Oslo Hospital Pharmacy, Rikshospitalet, Hospital Pharmacy Enterprise, Oslo, Norway.
Department of Pharmacy, University of Oslo, Oslo, Norway.
Paediatr Anaesth. 2023 Mar;33(3):211-218. doi: 10.1111/pan.14598. Epub 2022 Nov 21.
In the local pediatric intensive care unit, precipitation was observed in the intravenous catheter upon co-administration of four drugs together with the buffered electrolyte solution (Plasma-Lyte 148, Baxter). Co-infusion of incompatible combinations represents a safety concern.

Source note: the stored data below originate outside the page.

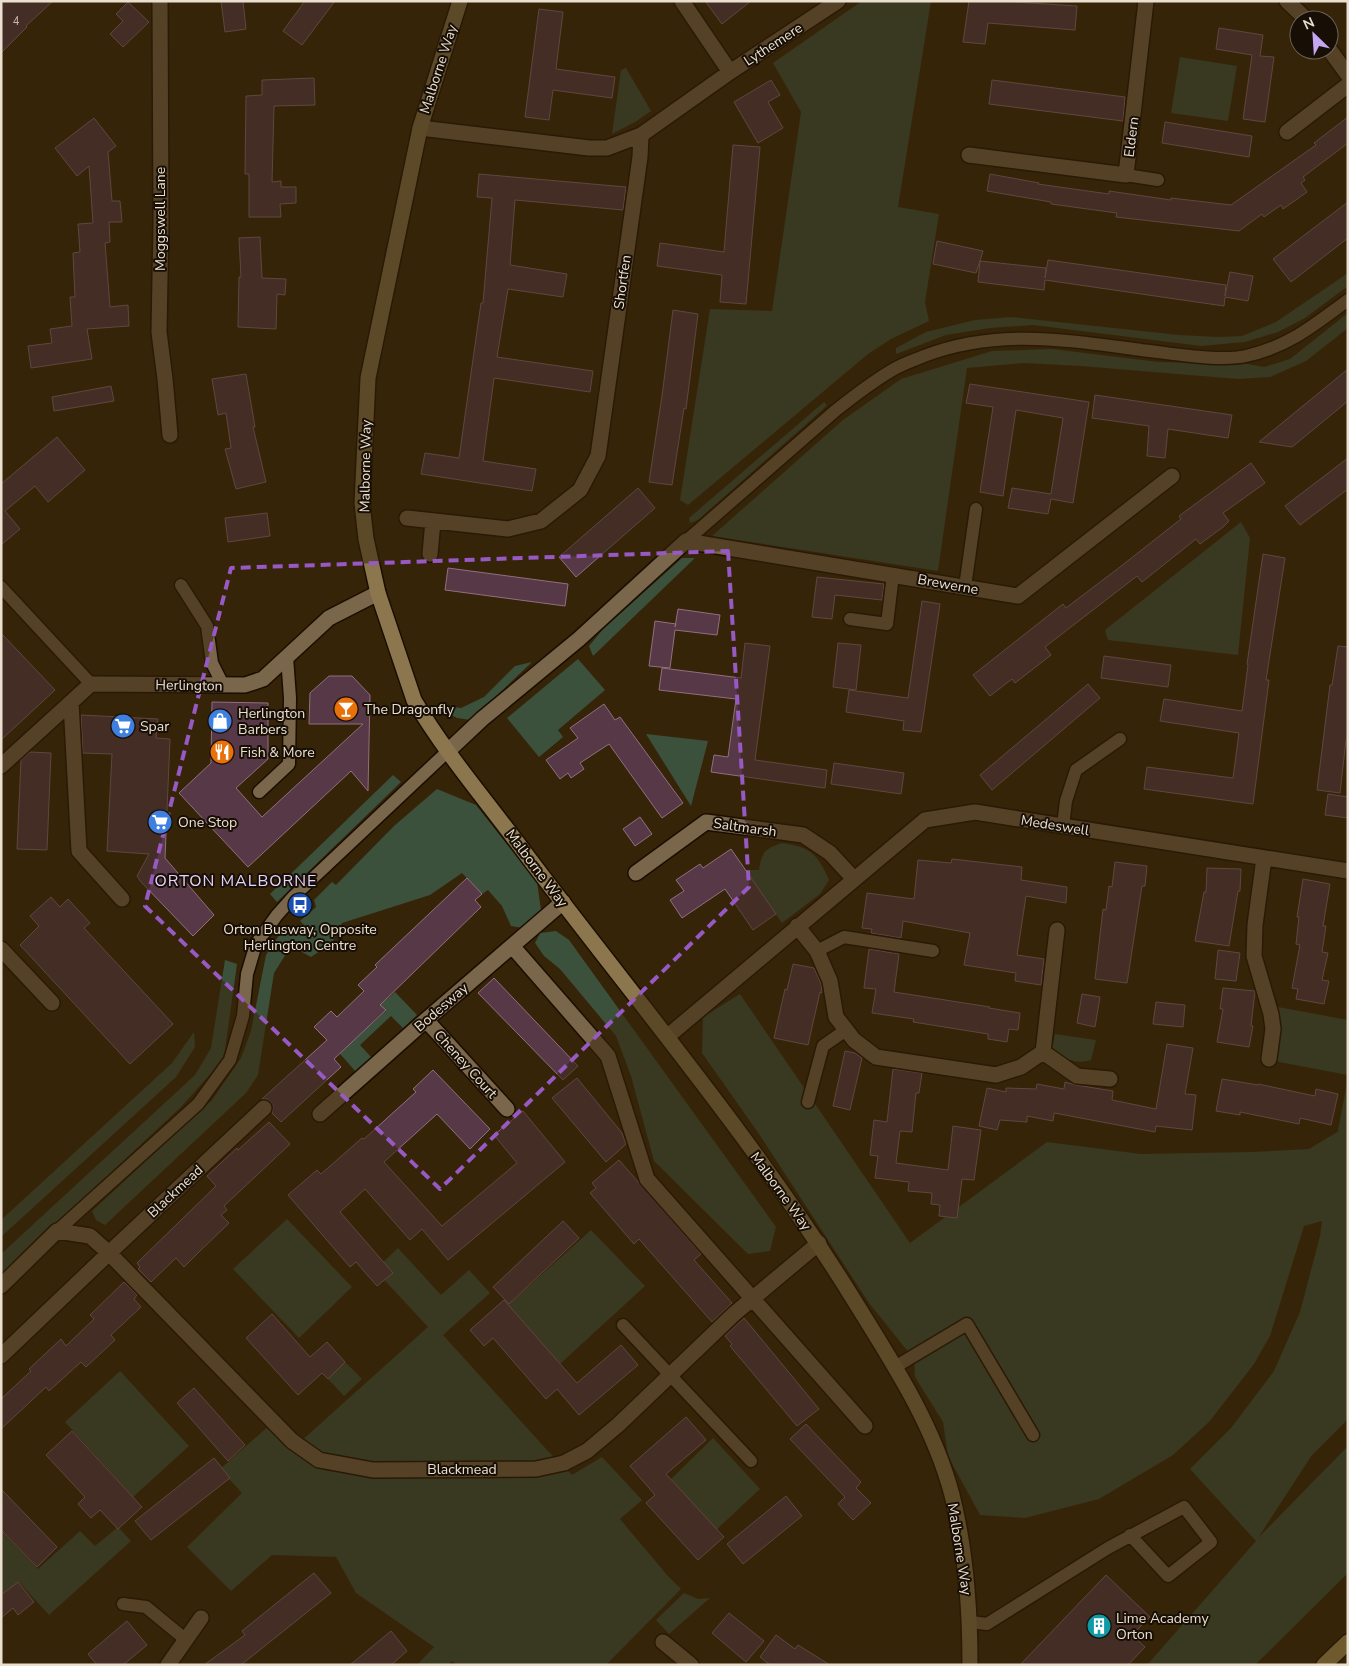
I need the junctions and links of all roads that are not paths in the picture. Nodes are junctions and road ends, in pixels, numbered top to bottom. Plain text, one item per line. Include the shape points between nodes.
1 (160, 1) edge
2 (460, 1) edge
3 (682, 1) edge
4 (838, 1) edge
5 (1146, 1) edge
6 (1287, 1) edge
7 (1296, 10) edge
8 (1337, 60) edge
9 (730, 72) junction
10 (1348, 75) edge
11 (1348, 85) edge
12 (420, 128) junction
13 (1288, 132) dead end
14 (641, 135) junction
15 (969, 155) dead end
16 (1126, 175) junction
17 (1158, 180) dead end
18 (1348, 300) edge
19 (170, 436) dead end
20 (1172, 476) dead end
21 (976, 509) dead end
22 (408, 518) dead end
23 (433, 521) junction
24 (686, 541) junction
25 (430, 554) dead end
26 (893, 575) junction
27 (180, 586) dead end
28 (1, 587) edge
29 (965, 587) junction
30 (378, 593) junction
31 (850, 619) dead end
32 (287, 657) junction
33 (91, 684) junction
34 (222, 685) junction
35 (71, 702) junction
36 (1120, 739) dead end
37 (448, 751) junction
38 (1, 766) edge
39 (259, 792) dead end
40 (1063, 826) junction
41 (1264, 858) junction
42 (1348, 871) edge
43 (636, 873) dead end
44 (854, 879) junction
45 (122, 899) dead end
46 (562, 902) junction
47 (797, 926) junction
48 (1057, 930) dead end
49 (512, 946) junction
50 (1, 950) edge
51 (817, 951) junction
52 (933, 951) dead end
53 (52, 1003) dead end
54 (426, 1020) junction
55 (846, 1030) junction
56 (668, 1036) junction
57 (1043, 1052) junction
58 (1269, 1059) dead end
59 (1110, 1079) dead end
60 (808, 1102) dead end
61 (264, 1108) dead end
62 (507, 1109) dead end
63 (320, 1114) dead end
64 (57, 1231) junction
65 (819, 1243) junction
66 (109, 1252) junction
67 (1, 1286) edge
68 (753, 1297) junction
69 (623, 1325) dead end
70 (1, 1356) edge
71 (895, 1367) junction
72 (672, 1375) junction
73 (865, 1426) dead end
74 (1033, 1435) dead end
75 (751, 1460) dead end
76 (1130, 1535) junction
77 (123, 1604) dead end
78 (200, 1618) dead end
79 (970, 1622) junction
80 (186, 1640) junction
81 (663, 1642) dead end
82 (1348, 1642) edge
83 (168, 1665) edge
84 (691, 1665) edge
85 (970, 1665) edge
86 (1324, 1665) edge

1 - 19 street, Moggswell Lane via 159,332
2 - 12 street, Malborne Way
3 - 9 street, Lythemere
4 - 9 street, Lythemere
5 - 16 street, Eldern
6 - 7 street
8 - 10 street
9 - 14 street
11 - 13 street
12 - 14 street via 589,148 606,148
12 - 30 street, Malborne Way via 368,378 362,502
14 - 23 street, Shortfen via 597,460 580,490 541,521 508,529
15 - 16 street, Eldern
16 - 17 lane
18 - 24 lane via 1302,334 1273,349 1244,357 1176,354 1045,338 1002,338 948,347 898,367 860,392
20 - 29 street, Brewerne via 1018,596
21 - 29 lane
22 - 23 street, Shortfen
23 - 25 street
24 - 26 street, Brewerne
24 - 37 street via 579,639
26 - 29 street, Brewerne
26 - 31 lane via 887,624
27 - 34 lane via 207,626 212,663
28 - 33 lane
30 - 32 street, Herlington via 330,618
30 - 37 street, Malborne Way via 414,700
32 - 34 street, Herlington via 263,679 245,685
32 - 39 lane via 290,764
33 - 34 street, Herlington
33 - 35 street
35 - 38 street
35 - 45 street via 79,851
36 - 40 lane via 1076,770 1066,801
37 - 46 street, Malborne Way
37 - 64 lane via 294,896 256,944 247,974 243,1016 230,1060 198,1104
40 - 41 street, Medeswell
40 - 44 street, Medeswell via 975,812 925,820
41 - 42 street, Medeswell
41 - 58 street via 1254,956 1271,1014 1273,1029
43 - 44 street, Saltmarsh via 706,822 802,835 830,853
44 - 47 street, Medeswell
46 - 49 street, Bodesway
46 - 56 street, Malborne Way
47 - 51 street
47 - 56 street, Medeswell
48 - 57 street
49 - 54 street, Bodesway
49 - 68 street via 608,1056 647,1179
50 - 53 street
51 - 52 lane via 844,937
51 - 55 street via 830,981 836,1017
54 - 62 street, Cheney Court
54 - 63 street, Bodesway
55 - 57 street via 876,1057 996,1075 1021,1067
55 - 60 lane via 823,1046
56 - 65 street, Malborne Way
57 - 59 street via 1076,1076
61 - 66 street, Blackmead
64 - 66 street, Blackmead via 90,1236
64 - 67 street
65 - 68 street, Blackmead
65 - 71 street, Malborne Way
66 - 70 street, Blackmead
66 - 72 street, Blackmead via 292,1442 319,1460 373,1470 536,1469 564,1463 595,1445
68 - 72 street, Blackmead
68 - 73 street
69 - 72 lane
71 - 74 lane via 967,1324
71 - 79 street, Malborne Way via 926,1424 951,1494 964,1559
72 - 75 lane
76 - 76 lane via 1184,1507 1211,1542 1168,1576
76 - 79 lane via 987,1624
77 - 80 lane via 146,1607
78 - 80 street
79 - 85 street, Malborne Way
80 - 83 street
81 - 84 street
82 - 86 highway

To reproduce the clinical case of precipitation. To further explore and understand the risk of precipitation, different combinations of the components as well as the corresponding electrolyte solution with 5% glucose (Plasma-Lyte 148 with 5% glucose) should be investigated.
Physical compatibility of fentanyl, ketamine, midazolam, and potassium chloride was tested in combination with the buffered electrolyte solutions. The concentrations and infusion rates representative of children 10-40 kg were used to estimate mixing ratios. Analyses detecting visual particles (Tyndall beam) and sub-visual particles (light obscuration technology) were undertaken. Measured turbidity and pH in mixed samples were compared with unmixed controls.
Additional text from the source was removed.